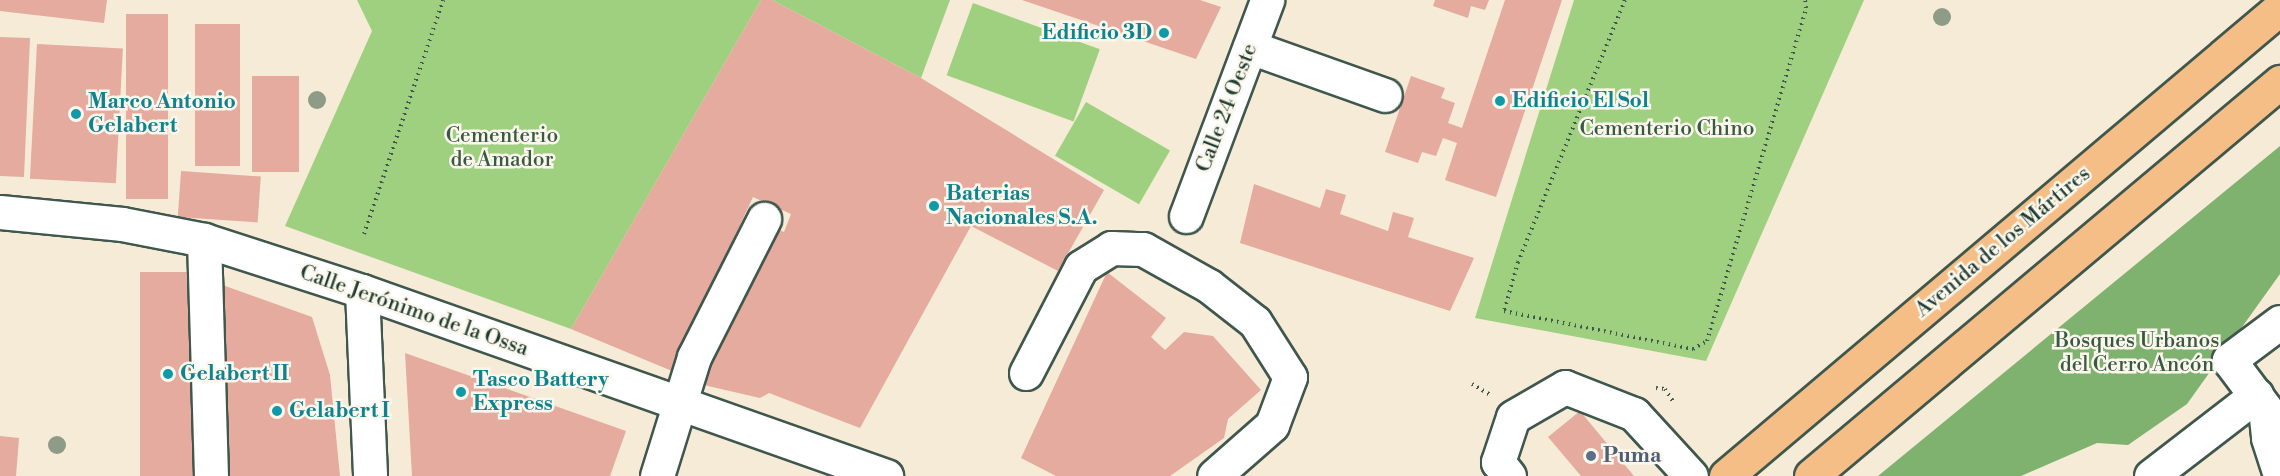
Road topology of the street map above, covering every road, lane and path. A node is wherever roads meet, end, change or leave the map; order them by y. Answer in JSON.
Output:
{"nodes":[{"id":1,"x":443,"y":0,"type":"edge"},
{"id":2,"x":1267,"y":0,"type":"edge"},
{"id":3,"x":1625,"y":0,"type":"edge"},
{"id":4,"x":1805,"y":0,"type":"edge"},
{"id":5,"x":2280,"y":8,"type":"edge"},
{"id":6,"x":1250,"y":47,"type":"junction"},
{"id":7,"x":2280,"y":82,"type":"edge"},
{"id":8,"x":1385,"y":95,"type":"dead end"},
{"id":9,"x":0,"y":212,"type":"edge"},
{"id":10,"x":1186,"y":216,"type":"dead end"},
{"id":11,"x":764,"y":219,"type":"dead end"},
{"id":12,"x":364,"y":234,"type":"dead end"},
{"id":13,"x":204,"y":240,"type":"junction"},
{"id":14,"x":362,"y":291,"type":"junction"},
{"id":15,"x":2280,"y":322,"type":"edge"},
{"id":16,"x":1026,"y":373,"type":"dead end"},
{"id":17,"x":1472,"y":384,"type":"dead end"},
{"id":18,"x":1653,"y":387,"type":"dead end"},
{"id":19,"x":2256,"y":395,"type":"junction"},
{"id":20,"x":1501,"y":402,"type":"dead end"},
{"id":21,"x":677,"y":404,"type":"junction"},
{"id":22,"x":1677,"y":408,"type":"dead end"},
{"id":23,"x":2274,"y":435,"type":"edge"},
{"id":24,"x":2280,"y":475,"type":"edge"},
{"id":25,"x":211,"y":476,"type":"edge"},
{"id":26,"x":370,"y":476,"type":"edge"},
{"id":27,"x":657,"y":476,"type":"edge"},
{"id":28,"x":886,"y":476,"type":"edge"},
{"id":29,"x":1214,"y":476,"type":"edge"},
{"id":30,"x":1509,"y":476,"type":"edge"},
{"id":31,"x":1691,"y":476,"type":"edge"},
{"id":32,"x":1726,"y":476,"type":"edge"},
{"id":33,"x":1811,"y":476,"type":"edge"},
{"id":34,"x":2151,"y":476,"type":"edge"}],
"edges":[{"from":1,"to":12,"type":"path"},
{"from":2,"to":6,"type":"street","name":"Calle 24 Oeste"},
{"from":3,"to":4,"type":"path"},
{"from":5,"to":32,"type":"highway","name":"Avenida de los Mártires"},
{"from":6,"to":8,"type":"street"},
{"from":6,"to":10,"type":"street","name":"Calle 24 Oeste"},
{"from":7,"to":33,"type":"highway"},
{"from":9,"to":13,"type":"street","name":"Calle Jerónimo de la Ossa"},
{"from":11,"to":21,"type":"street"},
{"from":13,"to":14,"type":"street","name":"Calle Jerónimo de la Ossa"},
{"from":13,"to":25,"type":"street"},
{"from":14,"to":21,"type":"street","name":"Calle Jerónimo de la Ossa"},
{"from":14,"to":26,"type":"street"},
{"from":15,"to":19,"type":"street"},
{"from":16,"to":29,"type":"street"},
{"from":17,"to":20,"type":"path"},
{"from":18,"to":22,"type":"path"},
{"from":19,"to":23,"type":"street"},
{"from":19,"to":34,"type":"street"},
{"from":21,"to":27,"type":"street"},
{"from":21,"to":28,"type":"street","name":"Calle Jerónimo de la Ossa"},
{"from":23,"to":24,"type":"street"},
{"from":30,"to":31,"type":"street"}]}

[What is needed]
All of the material above should be output exactly, with the pictures left behind.

[Output of the exercise]
Road topology of the street map above, covering every road, lane and path. A node is wherever roads meet, end, change or leave the map; order them by y. Answer in JSON.
Output:
{"nodes":[{"id":1,"x":443,"y":0,"type":"edge"},
{"id":2,"x":1267,"y":0,"type":"edge"},
{"id":3,"x":1625,"y":0,"type":"edge"},
{"id":4,"x":1805,"y":0,"type":"edge"},
{"id":5,"x":2280,"y":8,"type":"edge"},
{"id":6,"x":1250,"y":47,"type":"junction"},
{"id":7,"x":2280,"y":82,"type":"edge"},
{"id":8,"x":1385,"y":95,"type":"dead end"},
{"id":9,"x":0,"y":212,"type":"edge"},
{"id":10,"x":1186,"y":216,"type":"dead end"},
{"id":11,"x":764,"y":219,"type":"dead end"},
{"id":12,"x":364,"y":234,"type":"dead end"},
{"id":13,"x":204,"y":240,"type":"junction"},
{"id":14,"x":362,"y":291,"type":"junction"},
{"id":15,"x":2280,"y":322,"type":"edge"},
{"id":16,"x":1026,"y":373,"type":"dead end"},
{"id":17,"x":1472,"y":384,"type":"dead end"},
{"id":18,"x":1653,"y":387,"type":"dead end"},
{"id":19,"x":2256,"y":395,"type":"junction"},
{"id":20,"x":1501,"y":402,"type":"dead end"},
{"id":21,"x":677,"y":404,"type":"junction"},
{"id":22,"x":1677,"y":408,"type":"dead end"},
{"id":23,"x":2274,"y":435,"type":"edge"},
{"id":24,"x":2280,"y":475,"type":"edge"},
{"id":25,"x":211,"y":476,"type":"edge"},
{"id":26,"x":370,"y":476,"type":"edge"},
{"id":27,"x":657,"y":476,"type":"edge"},
{"id":28,"x":886,"y":476,"type":"edge"},
{"id":29,"x":1214,"y":476,"type":"edge"},
{"id":30,"x":1509,"y":476,"type":"edge"},
{"id":31,"x":1691,"y":476,"type":"edge"},
{"id":32,"x":1726,"y":476,"type":"edge"},
{"id":33,"x":1811,"y":476,"type":"edge"},
{"id":34,"x":2151,"y":476,"type":"edge"}],
"edges":[{"from":1,"to":12,"type":"path"},
{"from":2,"to":6,"type":"street","name":"Calle 24 Oeste"},
{"from":3,"to":4,"type":"path"},
{"from":5,"to":32,"type":"highway","name":"Avenida de los Mártires"},
{"from":6,"to":8,"type":"street"},
{"from":6,"to":10,"type":"street","name":"Calle 24 Oeste"},
{"from":7,"to":33,"type":"highway"},
{"from":9,"to":13,"type":"street","name":"Calle Jerónimo de la Ossa"},
{"from":11,"to":21,"type":"street"},
{"from":13,"to":14,"type":"street","name":"Calle Jerónimo de la Ossa"},
{"from":13,"to":25,"type":"street"},
{"from":14,"to":21,"type":"street","name":"Calle Jerónimo de la Ossa"},
{"from":14,"to":26,"type":"street"},
{"from":15,"to":19,"type":"street"},
{"from":16,"to":29,"type":"street"},
{"from":17,"to":20,"type":"path"},
{"from":18,"to":22,"type":"path"},
{"from":19,"to":23,"type":"street"},
{"from":19,"to":34,"type":"street"},
{"from":21,"to":27,"type":"street"},
{"from":21,"to":28,"type":"street","name":"Calle Jerónimo de la Ossa"},
{"from":23,"to":24,"type":"street"},
{"from":30,"to":31,"type":"street"}]}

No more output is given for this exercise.